Normal is just an idea though. But it’s an idea that can tempt me to believe that somehow I am missing out on something. However, with three gentle words, the Lord rebuked my selfishness.

Don’t lose heart.

Galatians 6:9 says, “And let us not grow weary of doing good, for in due season we will reap, if we do not give up. So then, as we have opportunity, let us do good to everyone, and especially to those who are of the household of faith.”

In all honesty, what I do gives me so much joy. It’s hard to imagine doing anything else. I have so much love and hope and faith for the girls. I am so proud of them. I care so much for them. These same emotions are what make me frustrated, anxious, stressed, and worried. I want the best for them and to see anything else is not easy. And yet, God reminds me to not grow weary in what I do. He tells me to never give up. He quickly reminds me of the joy found in Him and Him alone.

For those reading this that have also given up a “normal” life: Don’t lose heart. We have a Savior who gave everything. He kept silent and endured an excrutiating death so that we may have life. He did it for the joy set before Him, and so do we. Don’t chase a “greater joy” that is rather an unrealistic temptation.
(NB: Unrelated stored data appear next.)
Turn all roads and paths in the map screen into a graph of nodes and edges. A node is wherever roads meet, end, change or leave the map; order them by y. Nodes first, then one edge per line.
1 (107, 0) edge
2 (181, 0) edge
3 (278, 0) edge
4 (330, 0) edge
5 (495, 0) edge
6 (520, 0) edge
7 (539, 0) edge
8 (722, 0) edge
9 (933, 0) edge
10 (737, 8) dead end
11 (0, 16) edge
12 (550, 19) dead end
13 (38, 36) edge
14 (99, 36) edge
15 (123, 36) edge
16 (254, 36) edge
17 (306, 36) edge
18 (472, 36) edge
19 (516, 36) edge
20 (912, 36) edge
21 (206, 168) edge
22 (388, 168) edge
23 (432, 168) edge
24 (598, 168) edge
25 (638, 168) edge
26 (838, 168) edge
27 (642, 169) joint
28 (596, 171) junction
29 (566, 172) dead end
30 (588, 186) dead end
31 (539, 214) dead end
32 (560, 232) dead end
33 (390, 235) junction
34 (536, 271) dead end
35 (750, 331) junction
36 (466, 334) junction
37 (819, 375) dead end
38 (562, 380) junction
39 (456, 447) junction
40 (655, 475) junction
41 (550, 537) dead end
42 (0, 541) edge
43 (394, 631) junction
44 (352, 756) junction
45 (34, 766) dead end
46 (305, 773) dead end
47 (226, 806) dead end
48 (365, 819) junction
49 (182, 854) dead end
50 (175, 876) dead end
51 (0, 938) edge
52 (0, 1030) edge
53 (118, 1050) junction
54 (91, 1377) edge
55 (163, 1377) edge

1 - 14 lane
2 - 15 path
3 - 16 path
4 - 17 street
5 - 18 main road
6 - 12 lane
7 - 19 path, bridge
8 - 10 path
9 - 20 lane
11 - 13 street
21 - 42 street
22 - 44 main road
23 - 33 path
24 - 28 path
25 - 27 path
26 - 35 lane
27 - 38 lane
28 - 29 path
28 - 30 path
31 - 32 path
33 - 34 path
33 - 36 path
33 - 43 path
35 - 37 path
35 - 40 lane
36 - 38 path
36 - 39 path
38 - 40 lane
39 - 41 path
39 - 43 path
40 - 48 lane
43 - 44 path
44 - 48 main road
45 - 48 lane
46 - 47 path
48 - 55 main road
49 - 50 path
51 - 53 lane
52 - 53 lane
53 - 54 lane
In Him we find our fullness of joy.

I’ll leave you with Hebrews 12:1-2: “Therefore, since we are surrounded by so great a cloud of witnesses, let us also lay aside every weight, and sin which clings so closely, andlet us run with endurance the race that is set before us, looking to Jesus,the founder and perfecter of our faith, who for the joy set before him endured the cross, despising the shame, and is seated at the right hand of the throne of God.”